Health Records: Essential to Providing Excellent Patient Care

Health Records - TBRHSC

If you have ever visited the hospital, you likely encountered a nurse, physician, or other health professional, as well as employees from housekeeping, food and nutrition, and possibly administration.

But it is unlikely you met another critical member of your health care team. That is because the 55 employees in the Health Records department at Thunder Bay Regional Health Sciences Centre (TBRHSC) work behind the scenes to ensure your care is meticulously charted.

Some of the functions performed in Health Records include the transcription of medical and surgical reports, coding diagnoses and surgical procedures, releasing health information, retrieving, storing, filing, and scanning medical information and report writing of the coded information. The department is also responsible for ensuring privacy legislation is adhered to at TBRHSC.

“A lot of what we do is driven by legislation, particularly the Public Hospitals Act,” says Heidi Greenwell, Manager, Health Records. Accuracy is of the utmost importance. “Data quality is an important part of what we do. We run 150 data quality reports before they’re submitted to the Ministry of Health and Long-Term Care at the end of each month.”

Employees in Health Records play an essential role in terms of quality, efficiency, and trend analysis. Data provided to hospital administration can help leadership at TBRHSC see current trends and projections. “For example, we can compare our readmission rates to other hospitals in the province or even other provinces and look at how we’re different, why, and how can we improve,” says Greenwell. That data is also an essential element to any proposals for new funding, programs, or services.
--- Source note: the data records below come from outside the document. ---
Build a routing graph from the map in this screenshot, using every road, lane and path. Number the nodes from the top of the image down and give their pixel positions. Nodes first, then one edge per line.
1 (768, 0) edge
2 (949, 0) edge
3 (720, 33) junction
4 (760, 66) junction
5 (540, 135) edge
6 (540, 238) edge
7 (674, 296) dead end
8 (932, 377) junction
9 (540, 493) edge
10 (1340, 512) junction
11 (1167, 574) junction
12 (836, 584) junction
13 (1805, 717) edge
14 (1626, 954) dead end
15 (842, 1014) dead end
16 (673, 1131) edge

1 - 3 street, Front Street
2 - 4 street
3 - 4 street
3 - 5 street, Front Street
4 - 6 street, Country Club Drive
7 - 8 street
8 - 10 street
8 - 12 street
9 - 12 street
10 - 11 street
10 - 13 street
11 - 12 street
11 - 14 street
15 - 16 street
Because Health Records provides patient chart reviews and reports for health care providers that help

clinical decisions, the department is essential to TBRHSC’s ability to provide excellent patient care. The implementation of scanning records streamlines clinical access.

Once a patient is discharged, their record comes to Health Records. The department processes a staggering volume, 17,500 inpatient discharges annually and transcribing 4 million lines annually.

“For clinicians, the Health Record is essential to providing good care to our patients,” says Dr. Bill McCready, Interim President and CEO, TBRHSC, and Interim CEO, Thunder Bay Regional Research Institute. “The Health Records staff make sure these records are organized, available, and relevant to the clinical staff, while protecting the privacy of the patient. We all owe the staff of Health Records a debt of gratitude for the work they do.”